Para el capitalismo la tierra era un factor de producción y una mercancía singular, únicamente por su calidad de bien no mueble y por su cantidad limitada. La agricultura era una “industria” como otra cualquiera, susceptible de ser guiada por el principio del máximo beneficio, siendo el campesino un simple empresario. El mundo rural, en su conjunto, era un mercado, una fuente de trabajo y una fuente de capital. En la medida en que su obstinado tradicionalismo se lo permitía, tenía que realizar aquello que le pedía la economía política. No había forma posible de conciliar dicho punto de vista con el de los campesinos o el de los terratenientes, para los que la tierra no era tan sólo un modo de obtener los ingresos más altos posibles, sino una forma de vida.
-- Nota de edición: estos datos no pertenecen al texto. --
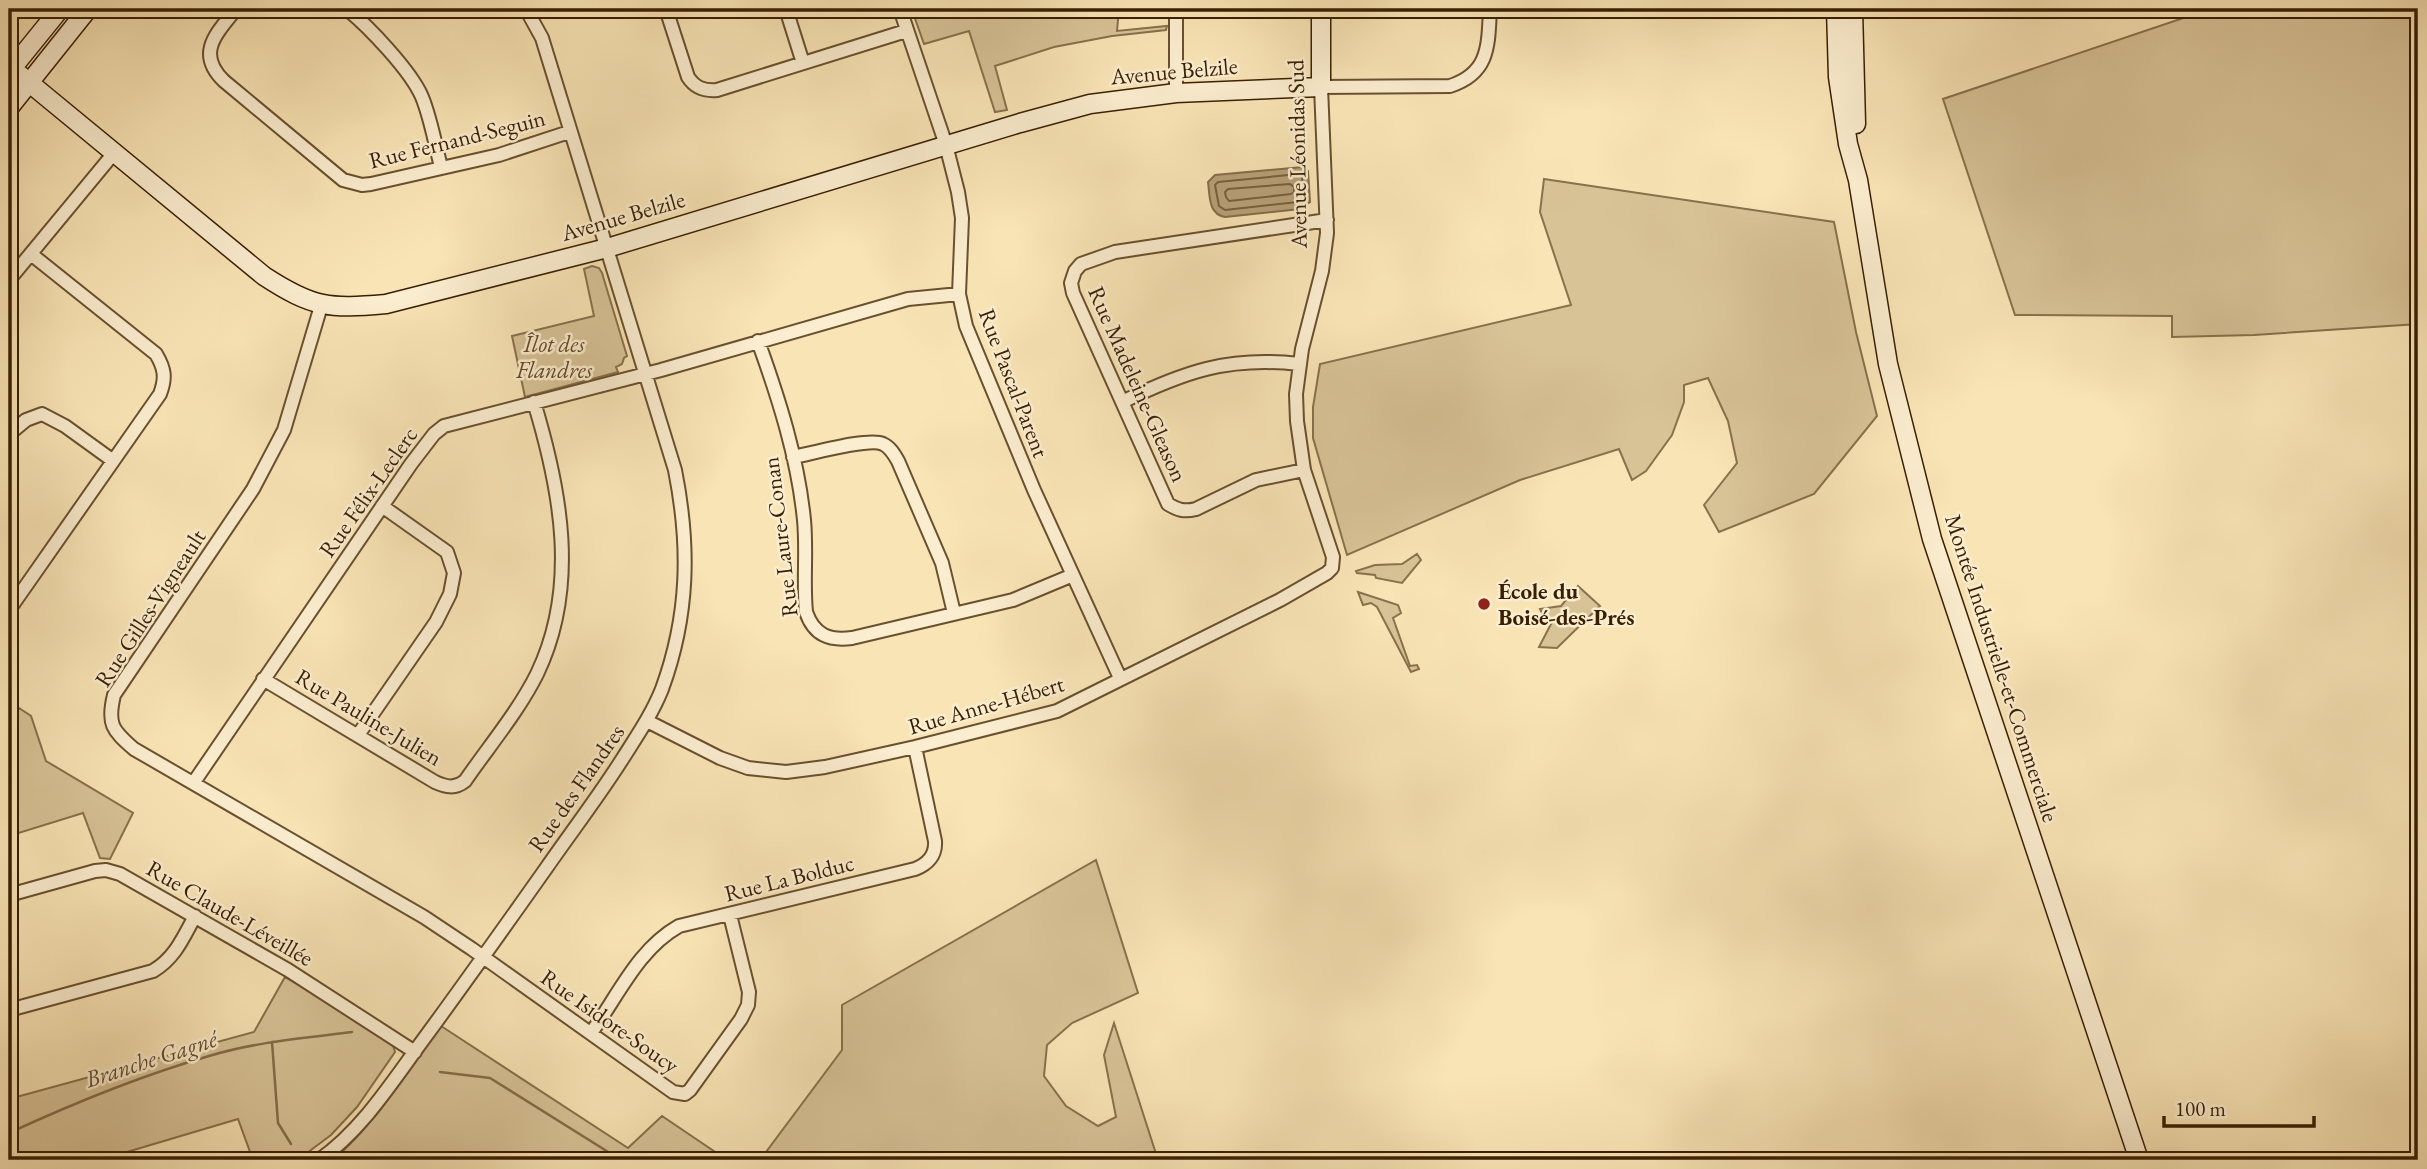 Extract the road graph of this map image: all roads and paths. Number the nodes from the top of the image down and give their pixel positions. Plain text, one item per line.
1 (60, 9) edge
2 (88, 9) edge
3 (236, 9) edge
4 (347, 9) edge
5 (526, 9) edge
6 (666, 9) edge
7 (786, 9) edge
8 (900, 9) edge
9 (1176, 9) edge
10 (1321, 9) edge
11 (1490, 9) edge
12 (1836, 9) edge
13 (1853, 9) edge
14 (906, 31) junction
15 (803, 63) junction
16 (10, 69) edge
17 (29, 83) junction
18 (1321, 87) junction
19 (1176, 93) junction
20 (9, 108) edge
21 (569, 132) junction
22 (946, 145) junction
23 (114, 153) junction
24 (441, 167) junction
25 (1858, 180) junction
26 (1327, 220) junction
27 (607, 248) junction
28 (31, 254) junction
29 (9, 280) edge
30 (960, 295) junction
31 (321, 306) junction
32 (758, 341) junction
33 (1299, 364) junction
34 (645, 373) junction
35 (534, 402) junction
36 (1122, 402) junction
37 (9, 434) edge
38 (793, 457) junction
39 (112, 460) junction
40 (1304, 470) junction
41 (382, 506) junction
42 (1073, 575) junction
43 (1320, 578) joint
44 (9, 610) edge
45 (954, 613) junction
46 (1120, 678) junction
47 (263, 679) junction
48 (647, 721) junction
49 (358, 735) junction
50 (915, 747) junction
51 (194, 782) junction
52 (9, 895) edge
53 (730, 915) junction
54 (195, 916) junction
55 (484, 957) junction
56 (9, 1010) edge
57 (590, 1033) junction
58 (415, 1052) junction
59 (319, 1160) edge
60 (2139, 1160) edge

1 - 16 street
2 - 17 street
3 - 24 street, Rue Fernand-Seguin
4 - 24 street
5 - 21 street, Rue des Flandres
6 - 15 street
7 - 15 street
8 - 14 street, Rue Pascal-Parent
9 - 19 street
10 - 18 street, Avenue Léonidas Sud
11 - 18 street
12 - 25 street, Montée Industrielle-et-Commerciale
13 - 25 street, Montée Industrielle-et-Commerciale
14 - 15 street
14 - 22 street, Rue Pascal-Parent
16 - 17 street, Avenue Belzile
17 - 20 street
17 - 23 street, Avenue Belzile
18 - 19 street, Avenue Belzile
18 - 26 street, Avenue Léonidas Sud
19 - 22 street, Avenue Belzile
21 - 24 street, Rue Fernand-Seguin
21 - 27 street, Rue des Flandres
22 - 27 street, Avenue Belzile
22 - 30 street, Rue Pascal-Parent
23 - 28 street
23 - 31 street, Avenue Belzile
25 - 60 street, Montée Industrielle-et-Commerciale
26 - 33 street, Avenue Léonidas Sud
26 - 36 street, Rue Madeleine-Gleason
27 - 31 street, Avenue Belzile
27 - 34 street, Rue des Flandres
28 - 29 street
28 - 39 street
30 - 32 street, Rue Félix-Leclerc
30 - 42 street, Rue Pascal-Parent
31 - 51 street, Rue Gilles-Vigneault
32 - 34 street, Rue Félix-Leclerc
32 - 38 street, Rue Laure-Conan
33 - 36 street
33 - 40 street, Avenue Léonidas Sud
34 - 35 street, Rue Félix-Leclerc
34 - 48 street, Rue des Flandres
35 - 41 street, Rue Félix-Leclerc
35 - 49 street, Rue Pauline-Julien
36 - 40 street, Rue Madeleine-Gleason
37 - 39 street
38 - 45 street
38 - 45 street, Rue Laure-Conan
39 - 44 street
40 - 43 street, Avenue Léonidas Sud
41 - 47 street, Rue Félix-Leclerc
41 - 49 street
42 - 45 street, Rue Laure-Conan
42 - 46 street, Rue Pascal-Parent
43 - 46 street, Rue Anne-Hébert
46 - 50 street, Rue Anne-Hébert
47 - 49 street, Rue Pauline-Julien
47 - 51 street, Rue Félix-Leclerc
48 - 50 street, Rue Anne-Hébert
48 - 55 street, Rue des Flandres
50 - 53 street, Rue La Bolduc
51 - 55 street, Rue Gilles-Vigneault
52 - 54 street, Rue Claude-Léveillée
53 - 57 street, Rue La Bolduc
53 - 57 street, Rue Isidore-Soucy
54 - 56 street
54 - 58 street, Rue Claude-Léveillée
55 - 57 street, Rue Isidore-Soucy
55 - 58 street, Rue des Flandres
58 - 59 street, Rue des Flandres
Sin embargo, el capitalismo no pudo sino socavar las bases agrarias de la estabilidad política, en especial en las regiones marginales del occidente desarrollado o en la periferia dependiente del mismo. Políticamente, la “modernización” implicó, para aquellos que quisieron acometerla, una colisión frontal contra el principal apoyo del tradicionalismo, la sociedad agraria. Por una u otra razón, tres tipos de empresa agraria sufrieron especiales tensiones: la plantación esclavista, las haciendas con siervos y la economía campesina tradicional no capitalista.
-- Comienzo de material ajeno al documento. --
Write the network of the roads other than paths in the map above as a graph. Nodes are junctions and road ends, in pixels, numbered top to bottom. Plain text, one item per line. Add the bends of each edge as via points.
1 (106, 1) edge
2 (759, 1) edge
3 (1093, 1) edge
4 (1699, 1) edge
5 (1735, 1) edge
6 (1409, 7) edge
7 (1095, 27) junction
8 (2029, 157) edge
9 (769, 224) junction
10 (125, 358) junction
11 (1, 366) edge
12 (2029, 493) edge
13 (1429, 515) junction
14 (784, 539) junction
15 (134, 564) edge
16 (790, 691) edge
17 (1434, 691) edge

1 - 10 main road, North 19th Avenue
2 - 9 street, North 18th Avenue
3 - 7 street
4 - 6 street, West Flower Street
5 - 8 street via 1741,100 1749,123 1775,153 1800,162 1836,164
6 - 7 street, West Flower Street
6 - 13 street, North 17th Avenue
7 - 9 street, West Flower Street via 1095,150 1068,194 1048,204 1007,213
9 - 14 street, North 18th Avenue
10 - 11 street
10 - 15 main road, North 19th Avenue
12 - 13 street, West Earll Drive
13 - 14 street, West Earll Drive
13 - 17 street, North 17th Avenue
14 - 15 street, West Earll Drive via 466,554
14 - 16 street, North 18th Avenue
En realidad, la esclavitud se encontraba en franco declive, y no por razones humanitarias, aunque la abolición efectiva del comercio internacional de esclavos, gracias a las presiones británicas (Brasil se sometió a la abolición en 1850), interrumpió francamente el abastecimiento de esclavos y elevó su precio. En cuanto a los argumentos económicos contra la servidumbre, la preponderancia de los campesinos no libres inhibió el desarrollo de la industria que, se consideraba, requería trabajadores libres. Por consiguiente, la abolición de la servidumbre sería una precondición necesaria para la movilización de trabajadores libres.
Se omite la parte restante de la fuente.